🤖 AI Summary
This work addresses the challenge in zero-shot anomaly detection where heterogeneous anomaly patterns—such as structural discontinuities and subtle diffuse changes—render single adaptation strategies ineffective. To this end, the authors propose EntroAD, a novel framework that introduces, for the first time, a structure entropy–based anomaly-aware token routing mechanism. Specifically, self-attention is employed to estimate patch-wise relationships and compute structural entropy, which dynamically routes distinct anomaly types through dedicated prompt adaptation pathways. This is further enhanced by a confidence-aware dual-branch prompt fine-tuning strategy that optimizes vision–language alignment. Evaluated across ten industrial and medical benchmark datasets, EntroAD consistently outperforms existing methods, achieving state-of-the-art performance in cross-dataset zero-shot anomaly detection.
📝 Abstract
Zero-Shot Anomaly Detection (ZSAD) aims to detect anomalies in unseen domains without target-domain adaptation. Recent CLIP-based methods have shown promising performance by leveraging prompt learning and visual-text alignment. However, most existing approaches rely on a single adaptation pathway, which may be insufficient for heterogeneous anomaly patterns across domains. In practice, anomalies exhibit vastly different characteristics, ranging from salient, localized structural disruptions to subtle, diffuse, and irregular variations.
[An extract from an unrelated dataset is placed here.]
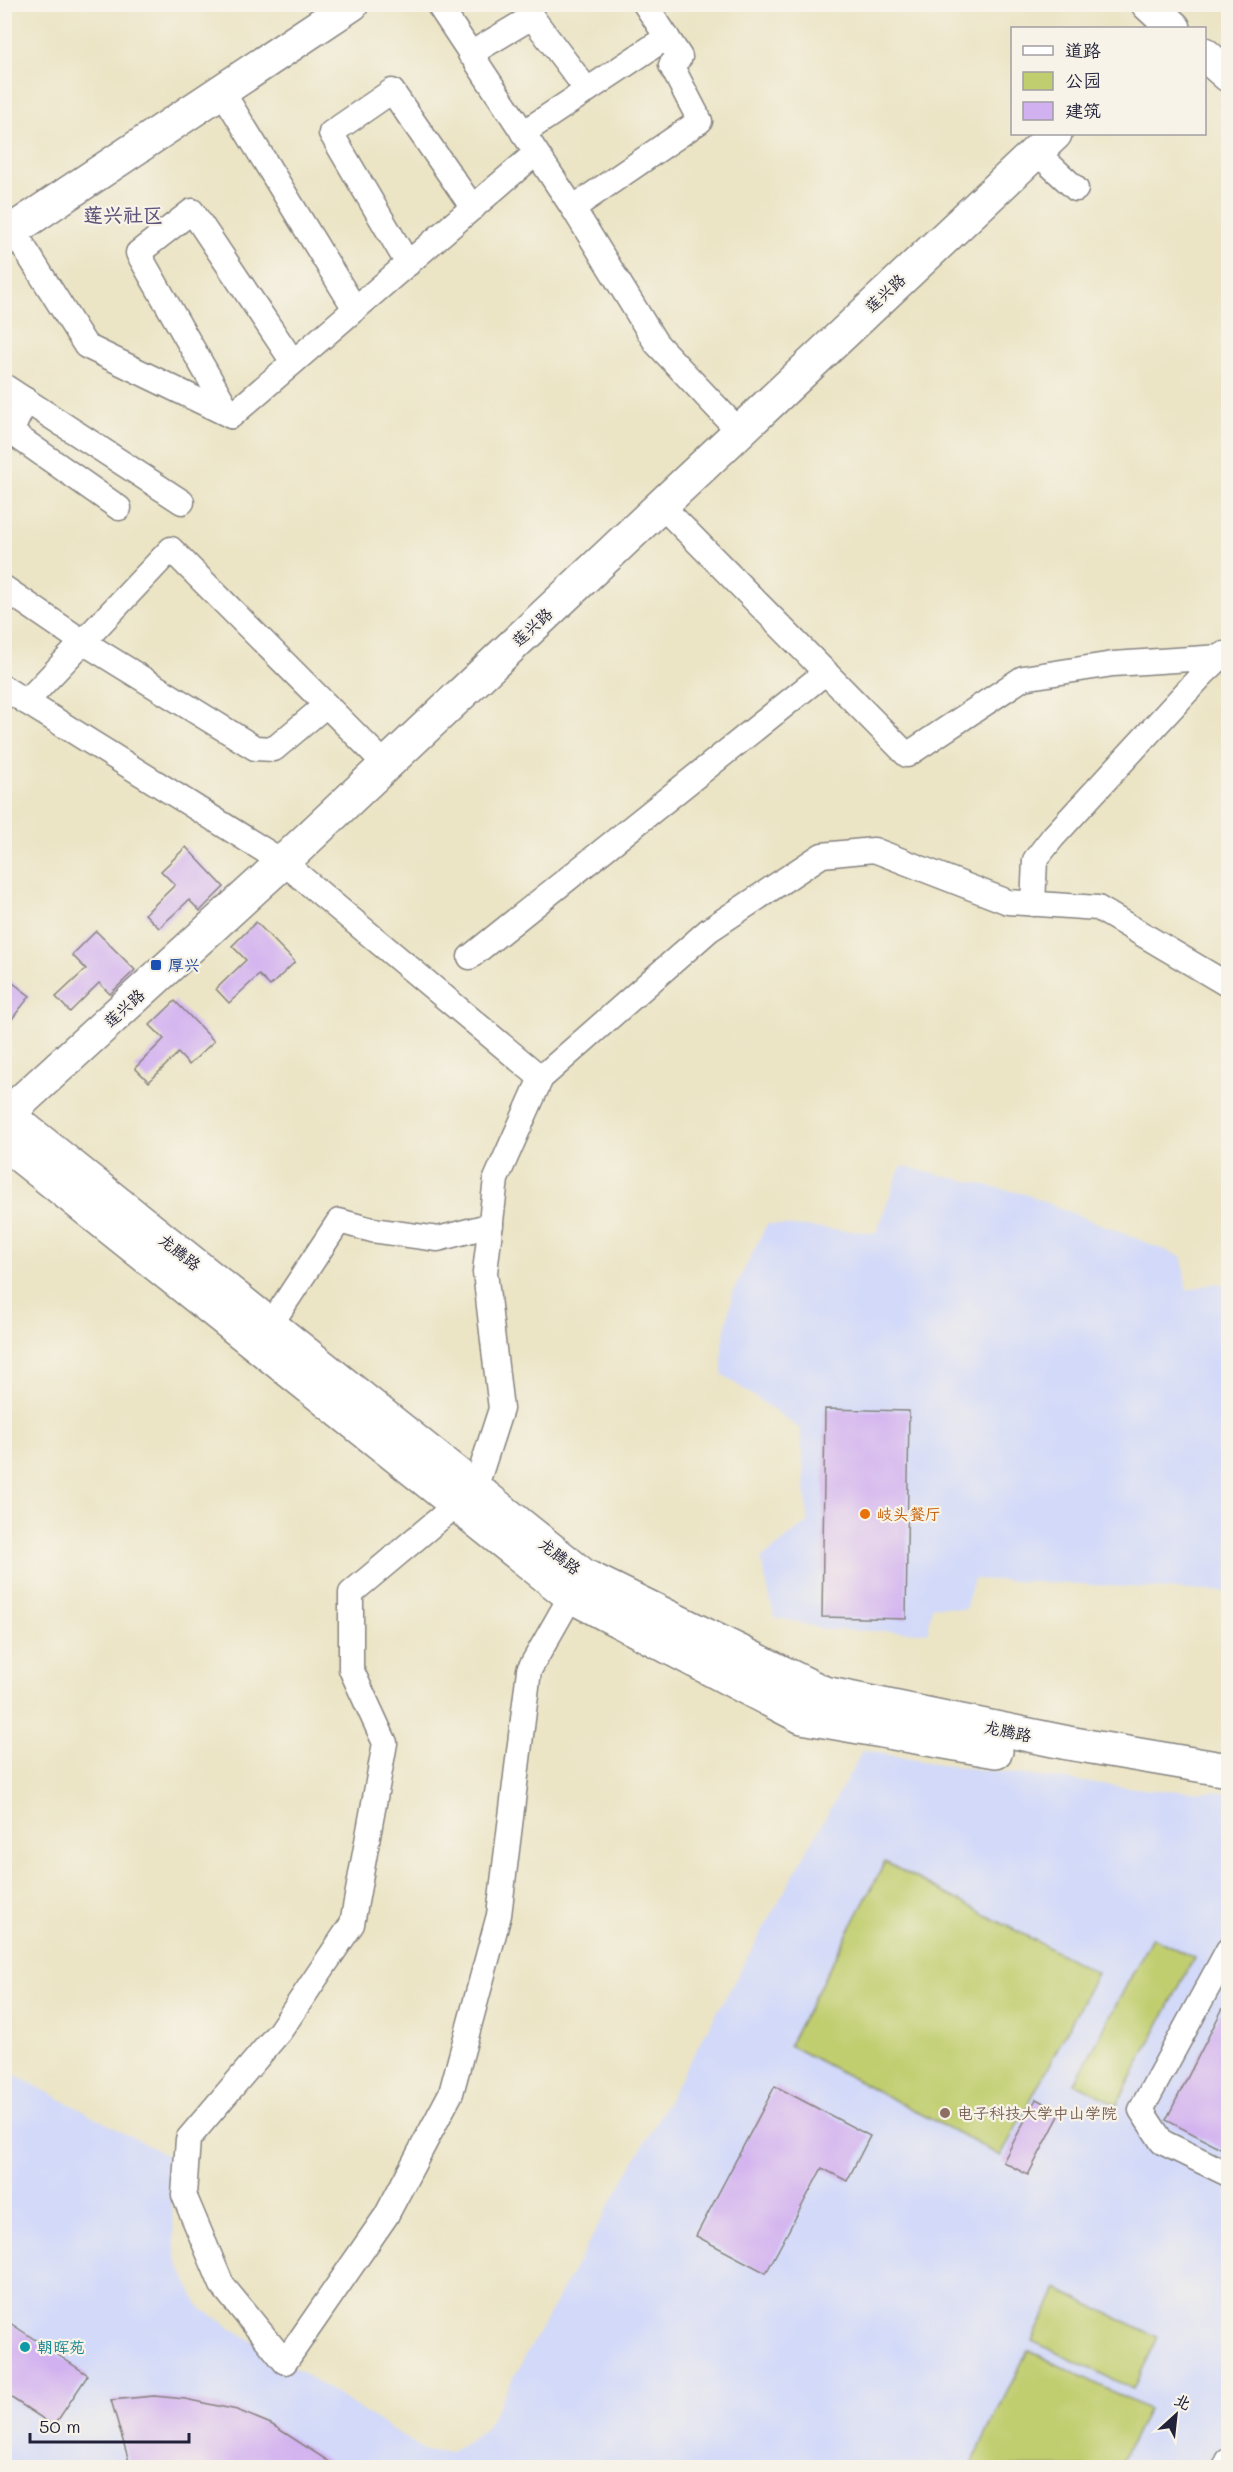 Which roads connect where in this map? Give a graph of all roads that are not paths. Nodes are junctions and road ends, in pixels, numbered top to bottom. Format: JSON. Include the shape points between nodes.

To address this challenge, we propose EntroAD, a structural entropy-guided zero-shot anomaly detection framework. Unlike previous methods, EntroAD introduces a dynamic routing mechanism to process different types of anomalies with specialized adaptation strategies. Specifically, we estimate patch-level structural entropy from self-attention-induced patch relations and use it as a proxy for relational uncertainty to guide anomaly-aware token routing. Based on this routing signal, we construct anomaly-aware routed tokens to better capture anomaly cues with different structural characteristics. We further introduce a confidence-aware dual-branch prompt adaptation module to stabilize visual-text alignment while preserving CLIP's transferable prior. Extensive experiments on 10 industrial and medical benchmarks show that EntroAD achieves state-of-the-art performance in challenging cross-dataset ZSAD settings.